• [What to produce]: Each line from the first line of the entries through the line holding "middle pip: (104, 46)" is to be restated word for word; nothing else, and no picture, belongs in the answer.

• [Entries provided]:

*** Block opens ***

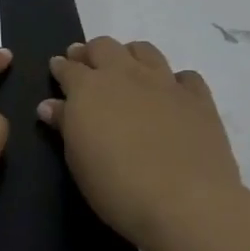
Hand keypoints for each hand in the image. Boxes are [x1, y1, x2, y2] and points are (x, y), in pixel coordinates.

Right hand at [40, 37, 241, 250]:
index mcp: (89, 88)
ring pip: (144, 50)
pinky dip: (175, 81)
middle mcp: (125, 75)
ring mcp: (165, 83)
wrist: (187, 204)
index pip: (68, 67)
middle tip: (86, 65)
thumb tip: (50, 105)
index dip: (61, 67)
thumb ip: (64, 125)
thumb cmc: (117, 187)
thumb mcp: (78, 160)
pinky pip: (186, 76)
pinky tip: (172, 96)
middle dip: (91, 52)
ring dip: (130, 55)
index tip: (57, 68)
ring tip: (127, 71)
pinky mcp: (199, 99)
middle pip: (104, 46)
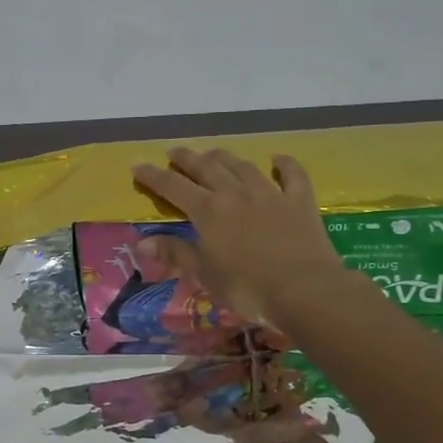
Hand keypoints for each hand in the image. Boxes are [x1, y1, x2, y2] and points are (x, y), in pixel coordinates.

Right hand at [129, 149, 345, 326]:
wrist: (305, 290)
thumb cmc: (247, 288)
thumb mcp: (205, 275)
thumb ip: (176, 254)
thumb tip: (143, 241)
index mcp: (208, 211)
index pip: (173, 187)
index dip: (154, 176)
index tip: (138, 165)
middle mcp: (236, 193)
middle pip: (207, 168)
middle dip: (187, 158)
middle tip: (174, 151)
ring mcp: (270, 194)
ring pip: (242, 166)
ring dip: (224, 157)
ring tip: (213, 152)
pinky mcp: (300, 201)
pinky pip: (292, 175)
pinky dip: (284, 164)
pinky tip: (277, 159)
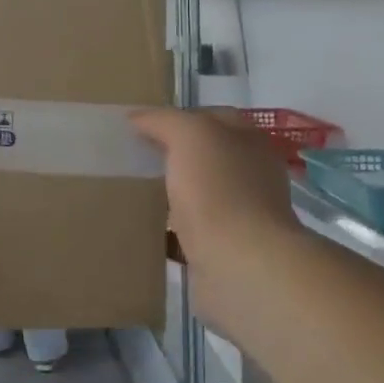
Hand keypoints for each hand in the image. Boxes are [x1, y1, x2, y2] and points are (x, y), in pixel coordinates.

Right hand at [130, 108, 297, 273]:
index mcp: (250, 142)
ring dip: (172, 193)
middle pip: (206, 156)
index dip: (178, 116)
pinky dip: (169, 231)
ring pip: (199, 194)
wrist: (240, 265)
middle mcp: (251, 176)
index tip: (140, 126)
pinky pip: (190, 232)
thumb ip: (164, 120)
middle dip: (173, 155)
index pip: (213, 117)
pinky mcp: (225, 250)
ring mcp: (240, 215)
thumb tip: (136, 118)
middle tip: (132, 157)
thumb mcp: (190, 135)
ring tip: (133, 191)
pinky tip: (144, 228)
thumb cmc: (219, 190)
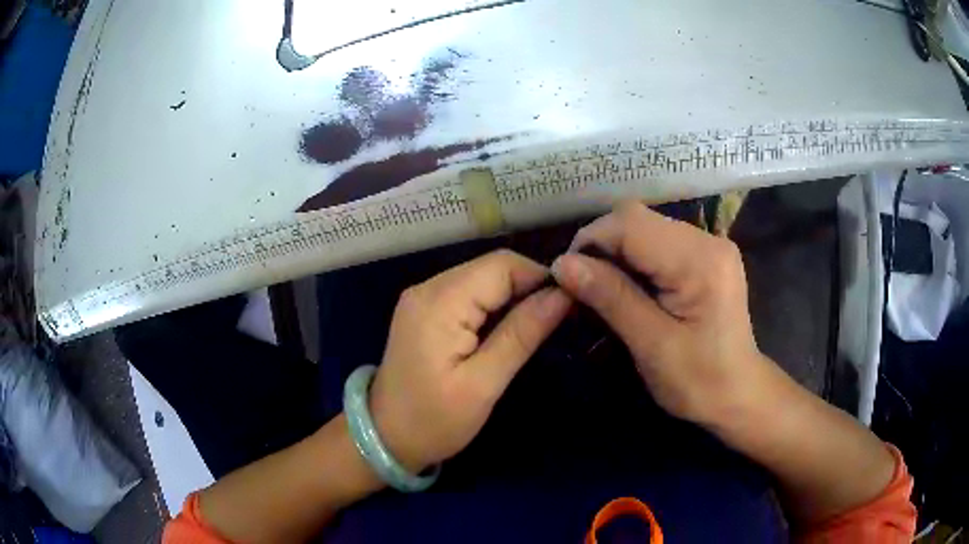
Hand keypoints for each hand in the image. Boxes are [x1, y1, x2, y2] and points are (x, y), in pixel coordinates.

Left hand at [368, 250, 571, 471]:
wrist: (384, 437)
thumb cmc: (433, 420)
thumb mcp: (483, 384)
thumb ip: (521, 335)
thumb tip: (561, 295)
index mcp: (439, 302)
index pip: (502, 265)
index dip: (540, 277)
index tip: (570, 304)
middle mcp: (428, 288)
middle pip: (492, 268)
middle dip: (529, 286)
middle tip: (560, 318)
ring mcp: (423, 297)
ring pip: (482, 278)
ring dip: (514, 296)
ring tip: (540, 325)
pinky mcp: (425, 310)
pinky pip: (468, 293)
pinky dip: (494, 304)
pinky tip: (509, 328)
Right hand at [551, 201, 774, 426]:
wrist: (738, 394)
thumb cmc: (699, 382)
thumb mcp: (652, 345)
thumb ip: (611, 298)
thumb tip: (562, 264)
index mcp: (700, 260)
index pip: (631, 224)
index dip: (591, 242)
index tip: (566, 279)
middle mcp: (707, 240)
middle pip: (637, 220)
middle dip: (601, 248)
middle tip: (581, 289)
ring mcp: (708, 245)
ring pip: (643, 228)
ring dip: (615, 255)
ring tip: (601, 291)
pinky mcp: (704, 256)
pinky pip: (656, 243)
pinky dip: (632, 261)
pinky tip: (627, 289)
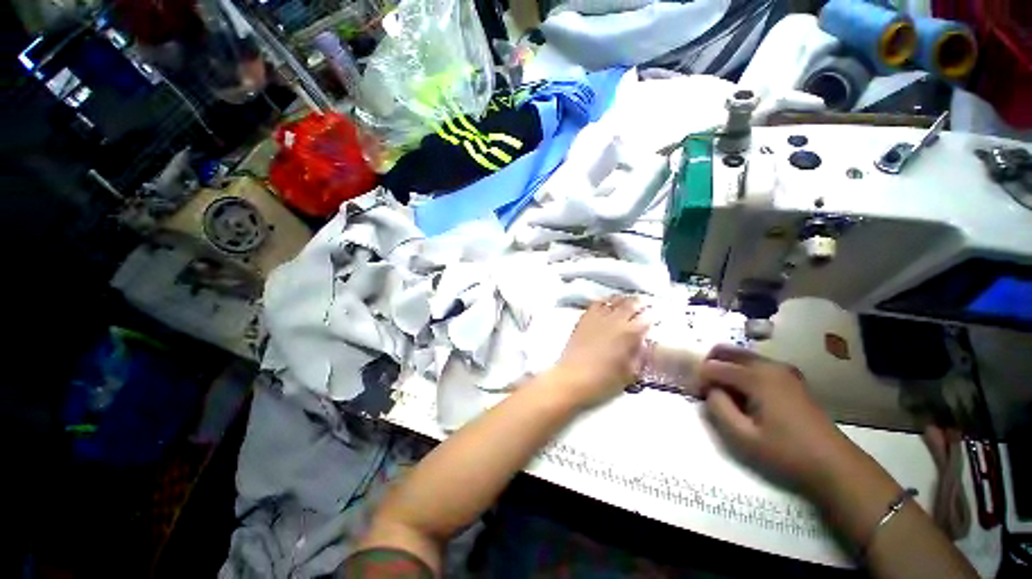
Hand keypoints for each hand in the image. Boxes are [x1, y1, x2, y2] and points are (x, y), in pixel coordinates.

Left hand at [552, 296, 648, 407]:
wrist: (574, 376)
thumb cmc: (605, 379)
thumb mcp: (631, 372)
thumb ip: (640, 355)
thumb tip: (643, 344)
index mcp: (630, 333)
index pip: (647, 317)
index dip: (653, 316)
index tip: (655, 317)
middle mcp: (616, 319)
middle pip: (631, 303)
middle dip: (640, 302)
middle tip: (645, 304)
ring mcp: (598, 316)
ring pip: (614, 300)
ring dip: (623, 299)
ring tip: (627, 301)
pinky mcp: (584, 317)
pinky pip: (597, 303)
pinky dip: (605, 301)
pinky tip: (607, 305)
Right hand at [697, 344, 858, 491]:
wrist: (834, 463)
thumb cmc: (786, 452)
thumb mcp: (743, 437)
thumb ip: (718, 408)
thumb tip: (710, 390)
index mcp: (757, 378)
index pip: (714, 367)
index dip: (700, 379)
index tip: (697, 396)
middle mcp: (769, 365)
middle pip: (726, 351)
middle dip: (709, 364)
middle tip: (705, 387)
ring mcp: (783, 369)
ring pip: (741, 355)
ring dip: (725, 367)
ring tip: (723, 392)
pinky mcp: (790, 377)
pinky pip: (756, 363)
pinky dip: (741, 370)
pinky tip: (744, 393)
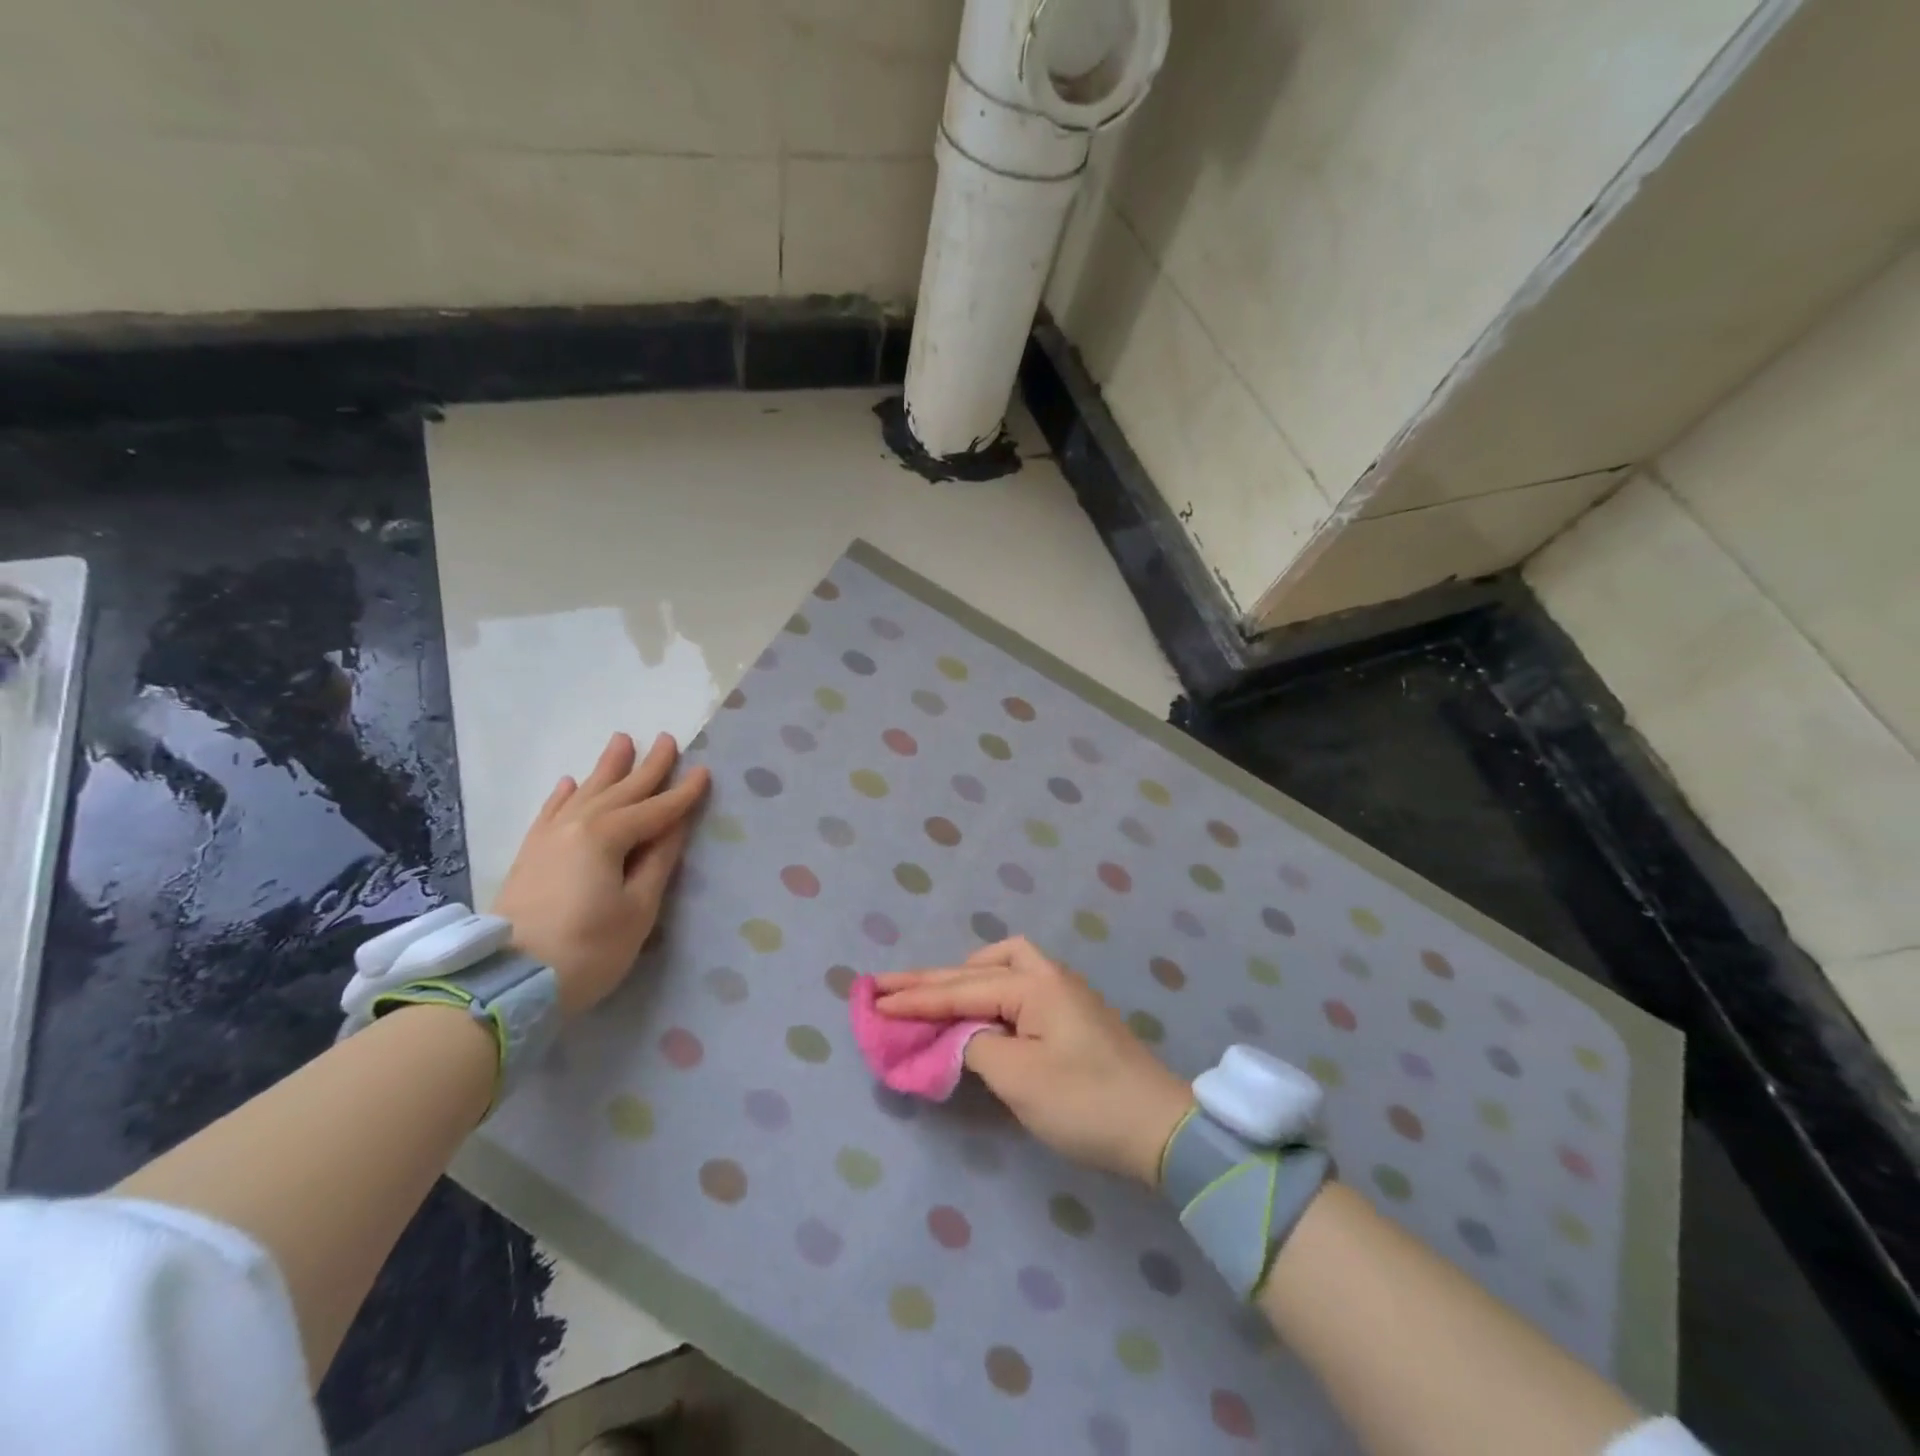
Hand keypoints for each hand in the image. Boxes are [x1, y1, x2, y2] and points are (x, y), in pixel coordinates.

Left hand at [492, 732, 709, 1017]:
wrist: (508, 983)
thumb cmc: (588, 950)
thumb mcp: (638, 909)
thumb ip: (658, 861)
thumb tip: (674, 826)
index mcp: (607, 836)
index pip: (655, 809)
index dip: (683, 793)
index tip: (705, 771)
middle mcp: (576, 825)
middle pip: (621, 790)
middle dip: (648, 766)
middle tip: (667, 739)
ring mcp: (548, 837)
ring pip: (585, 792)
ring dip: (607, 768)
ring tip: (622, 741)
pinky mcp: (530, 853)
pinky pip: (551, 811)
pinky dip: (564, 794)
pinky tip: (571, 782)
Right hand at [873, 938, 1192, 1185]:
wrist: (1160, 1128)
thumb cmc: (1085, 1102)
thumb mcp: (1018, 1078)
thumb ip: (974, 1045)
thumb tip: (957, 1034)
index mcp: (1034, 985)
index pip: (961, 990)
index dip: (915, 998)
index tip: (873, 999)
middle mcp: (1049, 976)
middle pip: (977, 970)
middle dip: (931, 980)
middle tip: (886, 985)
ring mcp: (1065, 992)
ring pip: (1004, 967)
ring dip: (966, 976)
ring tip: (937, 993)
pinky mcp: (1074, 1014)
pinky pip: (1018, 986)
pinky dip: (989, 990)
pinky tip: (981, 1007)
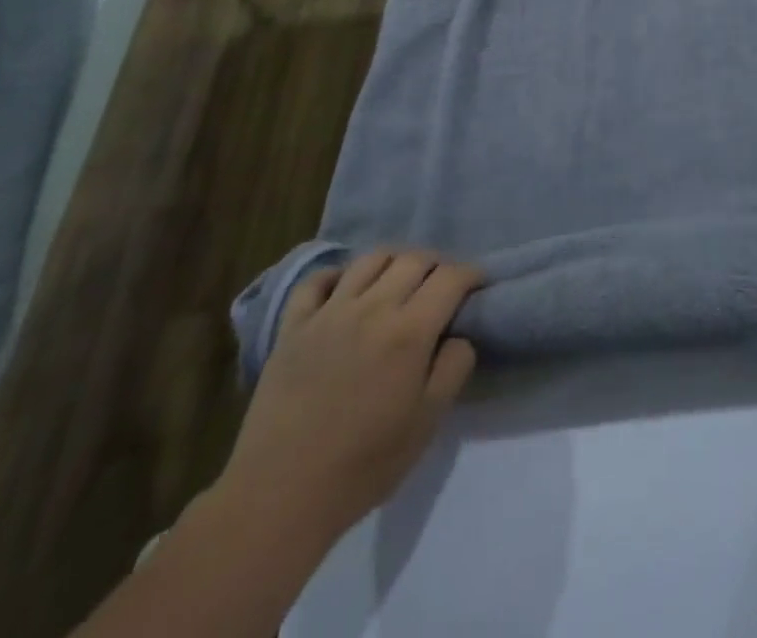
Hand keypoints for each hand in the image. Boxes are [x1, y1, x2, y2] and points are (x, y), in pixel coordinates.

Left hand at [217, 250, 482, 538]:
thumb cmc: (362, 466)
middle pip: (414, 259)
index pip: (451, 277)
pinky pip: (316, 280)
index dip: (472, 274)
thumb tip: (459, 336)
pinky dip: (337, 274)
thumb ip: (453, 369)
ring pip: (370, 259)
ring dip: (394, 262)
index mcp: (410, 331)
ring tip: (398, 282)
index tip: (478, 286)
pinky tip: (345, 289)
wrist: (278, 498)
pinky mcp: (293, 327)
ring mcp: (329, 313)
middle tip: (441, 287)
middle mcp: (373, 308)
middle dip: (437, 265)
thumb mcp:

*** Block closes ***

• [Answer to this exercise]:
Hand keypoints for each hand in the image. Boxes are [x1, y1, x2, y2] and points are (x, y), in pixel coordinates.

Right hand at [40, 37, 241, 250]:
index mcp: (89, 88)
ring pip: (144, 50)
pinky dip: (175, 81)
middle mcp: (125, 75)
ring mcp: (165, 83)
wrist: (187, 204)
index pip: (68, 67)
middle tip: (86, 65)
thumb tip: (50, 105)
index dip: (61, 67)
thumb ip: (64, 125)
thumb cmc: (117, 187)
thumb mcp: (78, 160)
pinky pip: (186, 76)
pinky tip: (172, 96)
middle dip: (91, 52)
ring dip: (130, 55)
index tip: (57, 68)
ring tip: (127, 71)
pinky mcp: (199, 99)
middle pip: (104, 46)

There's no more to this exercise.